Water sloshing in the small pool, a man descends into the water sobbing. This is no ordinary looking man, but a very tall, muscular man. The sight of him crying stops me in my tracks. Grown men rarely cry and when they do it’s never openly in front of a crowd of people, but today is baptism Sunday at my church. The pastor talks with the man then dunks him under the water and raises him back up symbolizing being buried with Jesus and being raised to a new life in Him. As the man rises out of the water he throws his hands up in worship to God. He weeps out of pure joy. His soul was overcome with what Jesus did for Him on the cross.
With tears rolling down my cheeks, I tried to remember what it was like to be THAT moved by Jesus. The man had just recently become a follower of Jesus. His passion for God was so evident in his demeanor. I remember starting to follow God at a young age and experiencing baptism just like this man did at age 11. I have known Jesus so long that my passion for Him and for what He has done for me is nothing like this man’s. When did the passion die?
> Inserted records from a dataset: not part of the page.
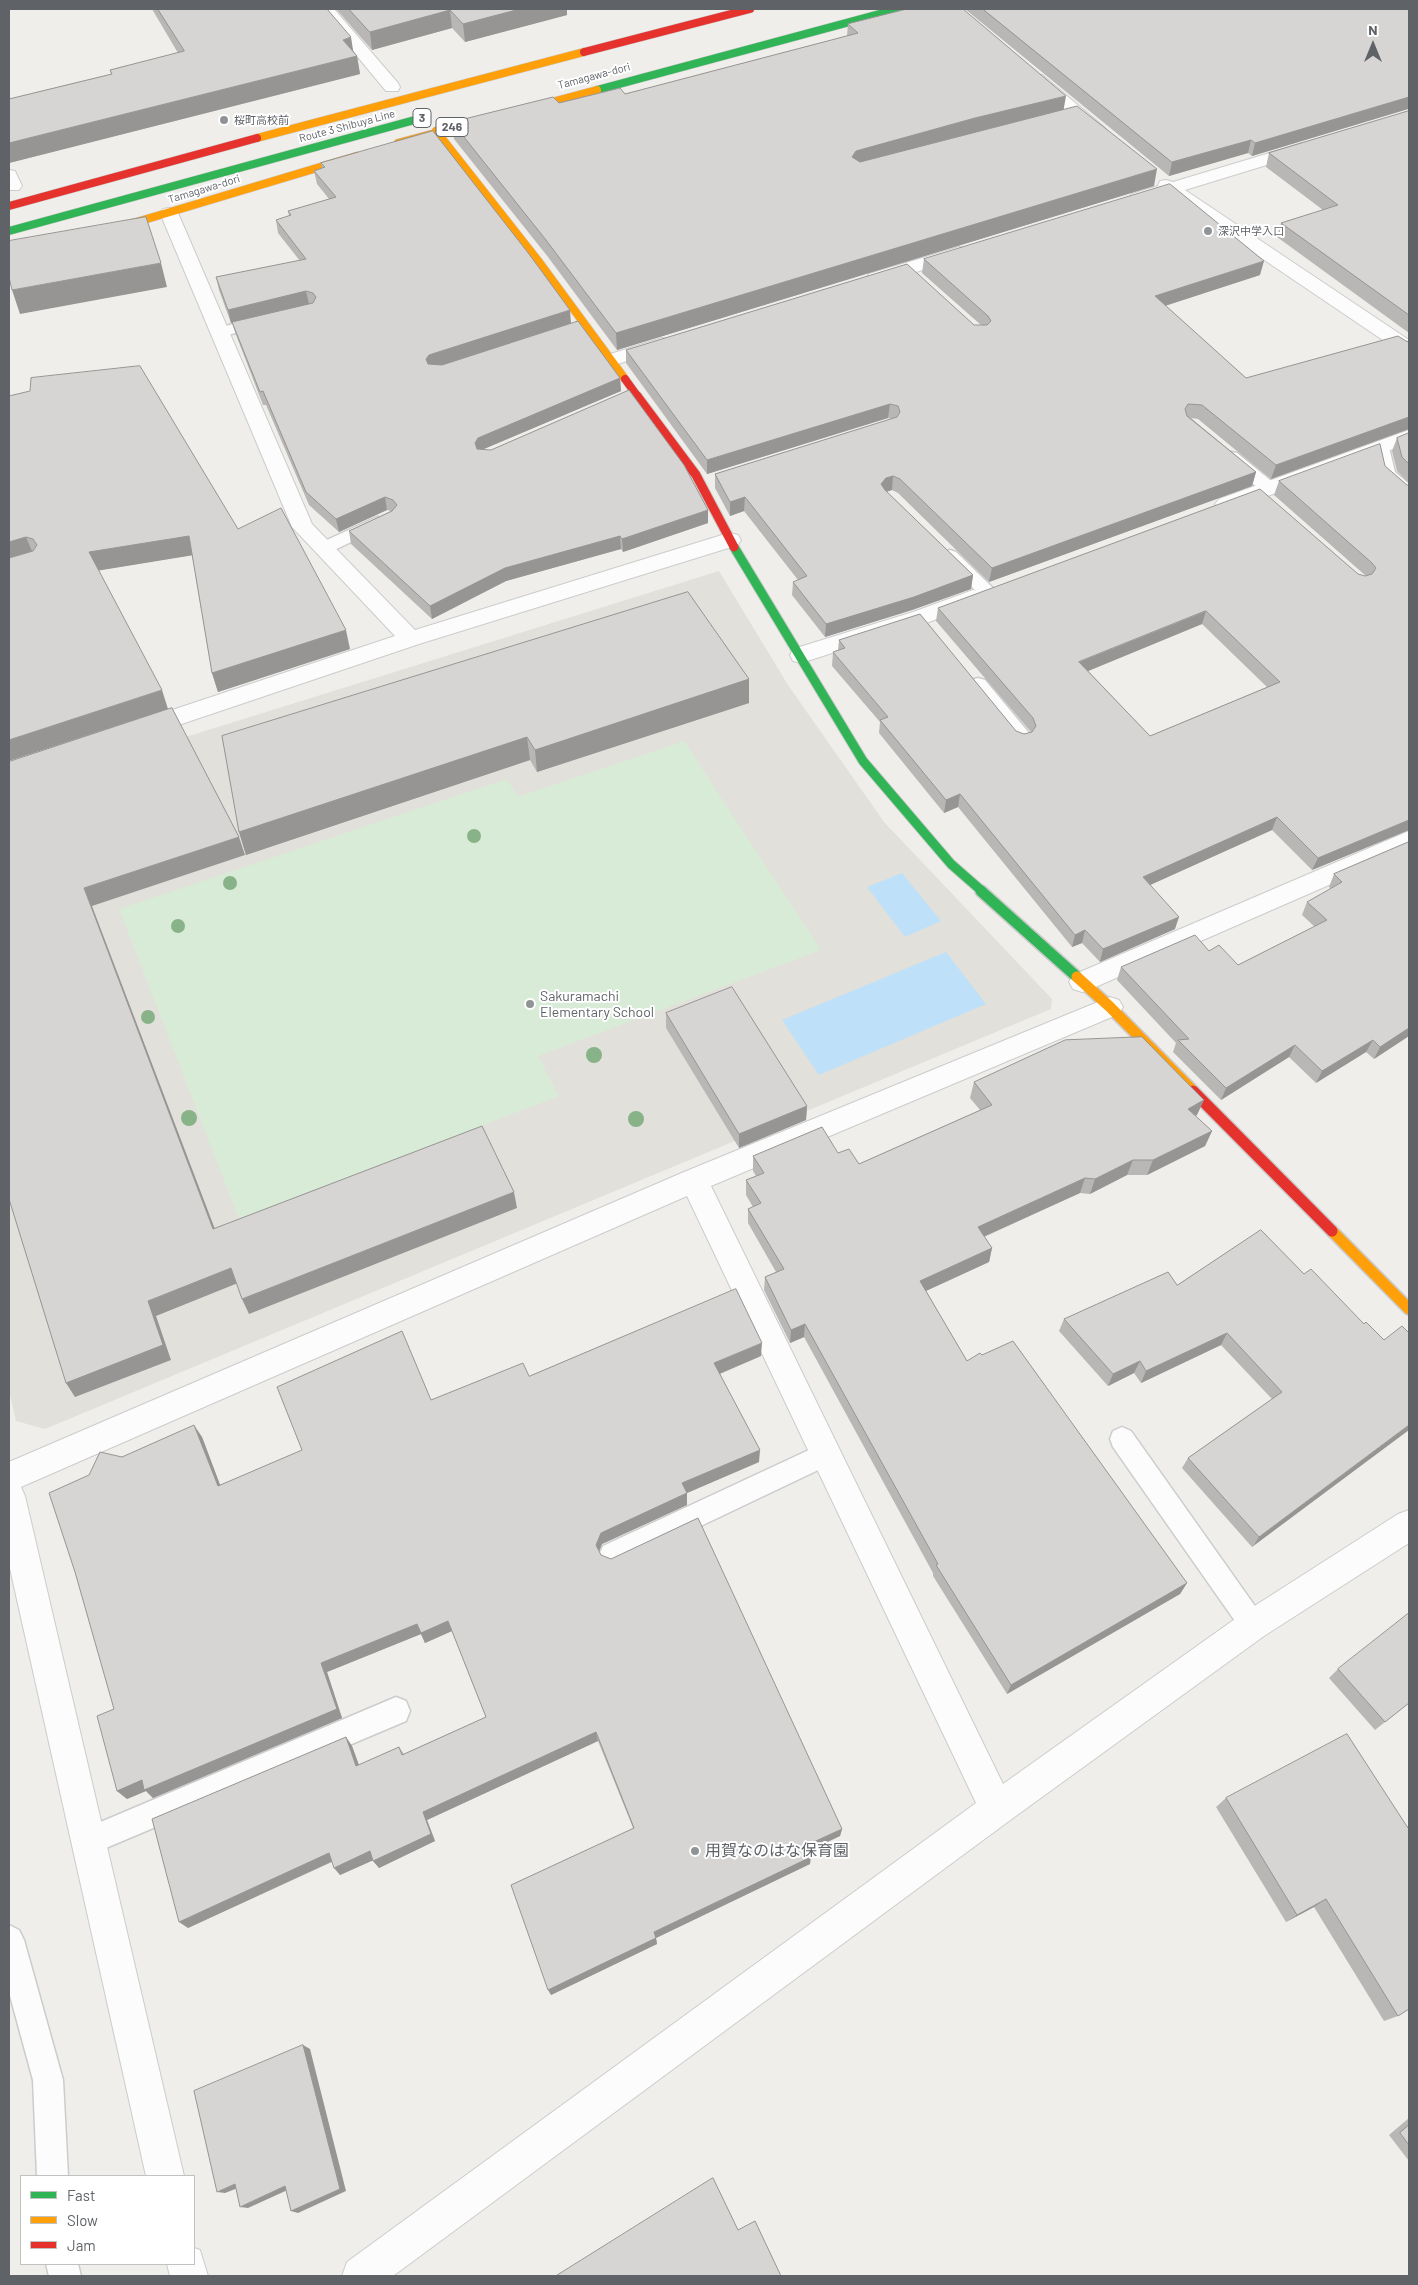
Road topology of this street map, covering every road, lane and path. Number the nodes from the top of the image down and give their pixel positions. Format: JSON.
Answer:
{"nodes":[{"id":1,"x":326,"y":9,"type":"edge"},
{"id":2,"x":750,"y":9,"type":"edge"},
{"id":3,"x":898,"y":9,"type":"edge"},
{"id":4,"x":1020,"y":65,"type":"edge"},
{"id":5,"x":392,"y":87,"type":"dead end"},
{"id":6,"x":437,"y":114,"type":"dead end"},
{"id":7,"x":1079,"y":115,"type":"junction"},
{"id":8,"x":1061,"y":120,"type":"edge"},
{"id":9,"x":436,"y":131,"type":"junction"},
{"id":10,"x":1109,"y":140,"type":"edge"},
{"id":11,"x":1315,"y":144,"type":"edge"},
{"id":12,"x":388,"y":146,"type":"edge"},
{"id":13,"x":369,"y":152,"type":"edge"},
{"id":14,"x":1155,"y":176,"type":"dead end"},
{"id":15,"x":1170,"y":188,"type":"junction"},
{"id":16,"x":1124,"y":202,"type":"edge"},
{"id":17,"x":9,"y":206,"type":"edge"},
{"id":18,"x":169,"y":213,"type":"junction"},
{"id":19,"x":9,"y":231,"type":"edge"},
{"id":20,"x":103,"y":232,"type":"edge"},
{"id":21,"x":973,"y":248,"type":"edge"},
{"id":22,"x":907,"y":269,"type":"junction"},
{"id":23,"x":922,"y":282,"type":"edge"},
{"id":24,"x":860,"y":283,"type":"edge"},
{"id":25,"x":282,"y":317,"type":"edge"},
{"id":26,"x":586,"y":325,"type":"junction"},
{"id":27,"x":567,"y":331,"type":"edge"},
{"id":28,"x":220,"y":332,"type":"junction"},
{"id":29,"x":679,"y":339,"type":"edge"},
{"id":30,"x":1409,"y":349,"type":"edge"},
{"id":31,"x":611,"y":360,"type":"junction"},
{"id":32,"x":635,"y":392,"type":"junction"},
{"id":33,"x":618,"y":400,"type":"edge"},
{"id":34,"x":1409,"y":436,"type":"edge"},
{"id":35,"x":1382,"y":446,"type":"junction"},
{"id":36,"x":1220,"y":447,"type":"edge"},
{"id":37,"x":720,"y":478,"type":"edge"},
{"id":38,"x":701,"y":484,"type":"junction"},
{"id":39,"x":1409,"y":493,"type":"edge"},
{"id":40,"x":1266,"y":495,"type":"junction"},
{"id":41,"x":1210,"y":510,"type":"edge"},
{"id":42,"x":388,"y":518,"type":"edge"},
{"id":43,"x":730,"y":540,"type":"junction"},
{"id":44,"x":939,"y":545,"type":"edge"},
{"id":45,"x":324,"y":548,"type":"junction"},
{"id":46,"x":996,"y":589,"type":"joint"},
{"id":47,"x":411,"y":639,"type":"junction"},
{"id":48,"x":801,"y":655,"type":"junction"},
{"id":49,"x":965,"y":670,"type":"edge"},
{"id":50,"x":121,"y":735,"type":"edge"},
{"id":51,"x":1022,"y":738,"type":"edge"},
{"id":52,"x":1409,"y":840,"type":"edge"},
{"id":53,"x":1082,"y":982,"type":"junction"},
{"id":54,"x":1110,"y":1007,"type":"junction"},
{"id":55,"x":694,"y":1180,"type":"junction"},
{"id":56,"x":1409,"y":1309,"type":"edge"},
{"id":57,"x":1122,"y":1439,"type":"dead end"},
{"id":58,"x":826,"y":1454,"type":"junction"},
{"id":59,"x":9,"y":1478,"type":"edge"},
{"id":60,"x":9,"y":1496,"type":"edge"},
{"id":61,"x":1409,"y":1525,"type":"edge"},
{"id":62,"x":612,"y":1555,"type":"edge"},
{"id":63,"x":1253,"y":1625,"type":"junction"},
{"id":64,"x":396,"y":1711,"type":"dead end"},
{"id":65,"x":996,"y":1808,"type":"junction"},
{"id":66,"x":87,"y":1842,"type":"junction"},
{"id":67,"x":9,"y":1940,"type":"edge"},
{"id":68,"x":53,"y":2175,"type":"edge"},
{"id":69,"x":165,"y":2175,"type":"edge"},
{"id":70,"x":361,"y":2276,"type":"edge"}],
"edges":[{"from":1,"to":5,"type":"street"},
{"from":2,"to":17,"type":"main road","name":"Route 3 Shibuya Line","number":"3"},
{"from":3,"to":9,"type":"main road","name":"Tamagawa-dori","number":"246"},
{"from":4,"to":7,"type":"street"},
{"from":6,"to":19,"type":"main road","name":"Route 3 Shibuya Line","number":"3"},
{"from":7,"to":8,"type":"lane"},
{"from":7,"to":10,"type":"street"},
{"from":9,"to":12,"type":"main road","name":"Tamagawa-dori","number":"246"},
{"from":9,"to":26,"type":"main road"},
{"from":11,"to":15,"type":"street"},
{"from":13,"to":18,"type":"main road","name":"Tamagawa-dori"},
{"from":14,"to":15,"type":"street"},
{"from":15,"to":16,"type":"street"},
{"from":15,"to":30,"type":"street"},
{"from":18,"to":20,"type":"main road","name":"Tamagawa-dori"},
{"from":18,"to":28,"type":"street"},
{"from":21,"to":22,"type":"street"},
{"from":22,"to":23,"type":"lane"},
{"from":22,"to":24,"type":"street"},
{"from":25,"to":28,"type":"lane"},
{"from":26,"to":27,"type":"lane"},
{"from":26,"to":31,"type":"main road"},
{"from":28,"to":45,"type":"street"},
{"from":29,"to":31,"type":"street"},
{"from":31,"to":32,"type":"main road"},
{"from":32,"to":33,"type":"lane"},
{"from":32,"to":38,"type":"main road"},
{"from":34,"to":35,"type":"street"},
{"from":35,"to":39,"type":"lane"},
{"from":35,"to":40,"type":"street"},
{"from":36,"to":40,"type":"lane"},
{"from":37,"to":38,"type":"lane"},
{"from":38,"to":43,"type":"main road"},
{"from":40,"to":41,"type":"street"},
{"from":42,"to":45,"type":"lane"},
{"from":43,"to":47,"type":"street"},
{"from":43,"to":48,"type":"main road"},
{"from":44,"to":46,"type":"lane"},
{"from":45,"to":47,"type":"street"},
{"from":46,"to":48,"type":"street"},
{"from":47,"to":50,"type":"street"},
{"from":48,"to":53,"type":"main road"},
{"from":49,"to":51,"type":"lane"},
{"from":52,"to":53,"type":"street"},
{"from":53,"to":54,"type":"main road"},
{"from":54,"to":55,"type":"street"},
{"from":54,"to":56,"type":"main road"},
{"from":55,"to":58,"type":"street"},
{"from":55,"to":59,"type":"street"},
{"from":57,"to":63,"type":"lane"},
{"from":58,"to":62,"type":"lane"},
{"from":58,"to":65,"type":"street"},
{"from":60,"to":66,"type":"street"},
{"from":61,"to":63,"type":"street"},
{"from":63,"to":65,"type":"street"},
{"from":64,"to":66,"type":"lane"},
{"from":65,"to":70,"type":"street"},
{"from":66,"to":69,"type":"street"},
{"from":67,"to":68,"type":"lane"}]}
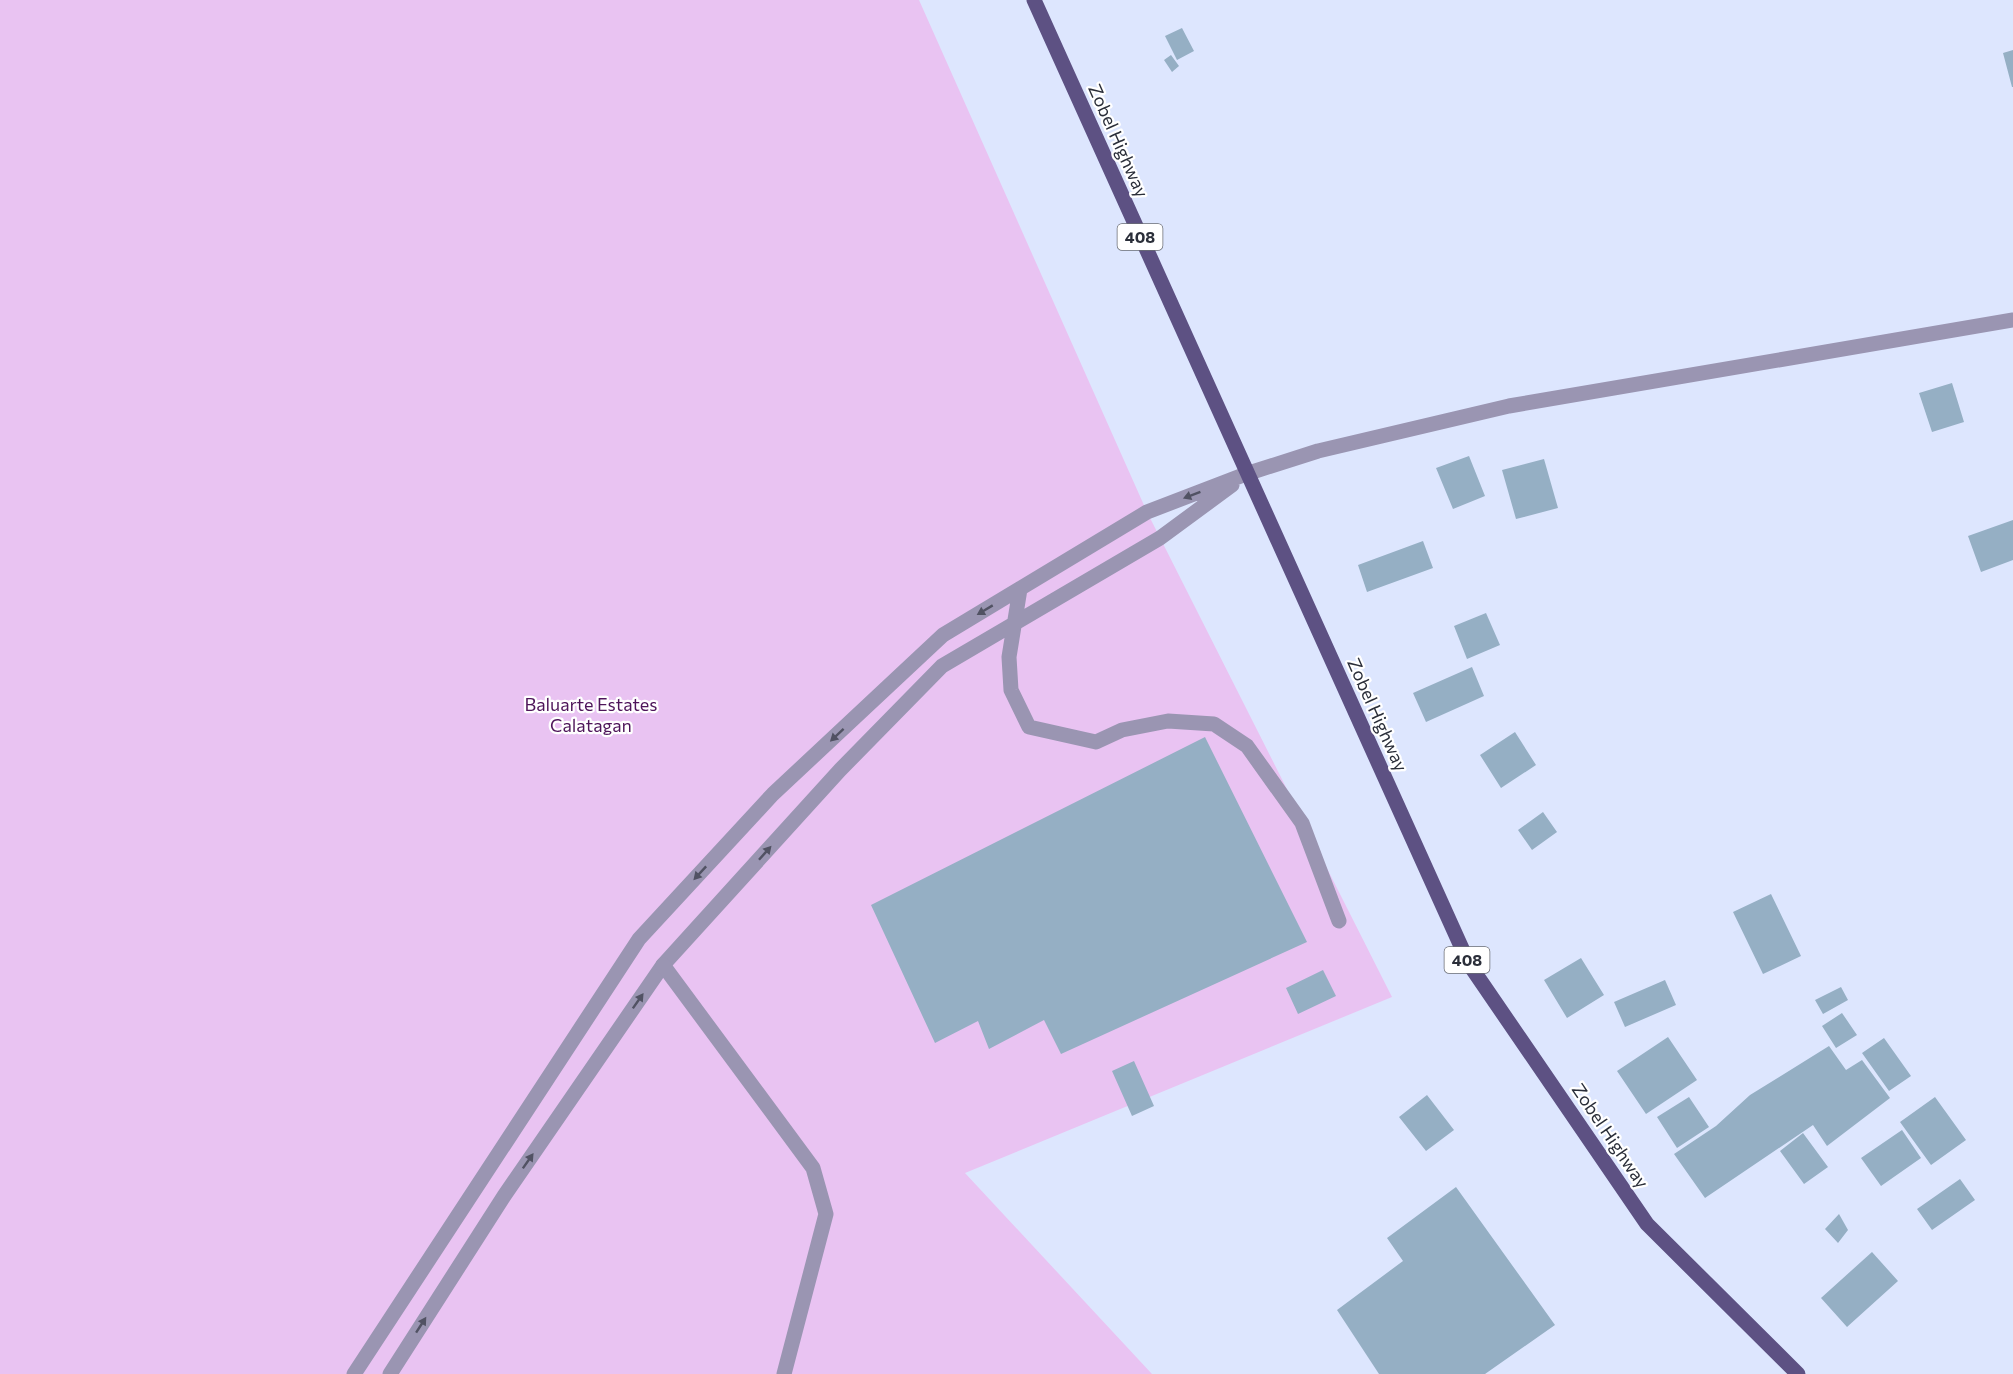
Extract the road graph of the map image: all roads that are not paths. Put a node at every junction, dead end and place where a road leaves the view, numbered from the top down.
1 (1034, 0) edge
2 (2013, 320) edge
3 (1246, 474) junction
4 (1088, 549) junction
5 (1102, 570) junction
6 (1020, 589) junction
7 (1013, 624) junction
8 (1339, 921) dead end
9 (663, 965) junction
10 (354, 1374) edge
11 (390, 1374) edge
12 (784, 1374) edge
13 (1798, 1374) edge

1 - 3 main road, Zobel Highway / 408
2 - 3 street
3 -> 4 street
3 - 5 street
3 - 13 main road, Zobel Highway / 408
4 - 5 street
4 - 6 street
5 - 7 street
6 - 7 street
6 -> 10 street
7 - 8 street
9 -> 7 street
11 -> 9 street
9 - 12 street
Just because I’m used to the idea of God’s grace and forgiveness does not change how radical they are. Just because the cross is something we have know about for years does not change the power in it.
Seeing this man so moved by God reignited my heart. I want to continue to be passionate about what God has done for me. Even if the concept of God’s grace is an old one for us, it’s still shocking that God gives it to us at all! I want to be moved by thankfulness every single day for all that God has done for me!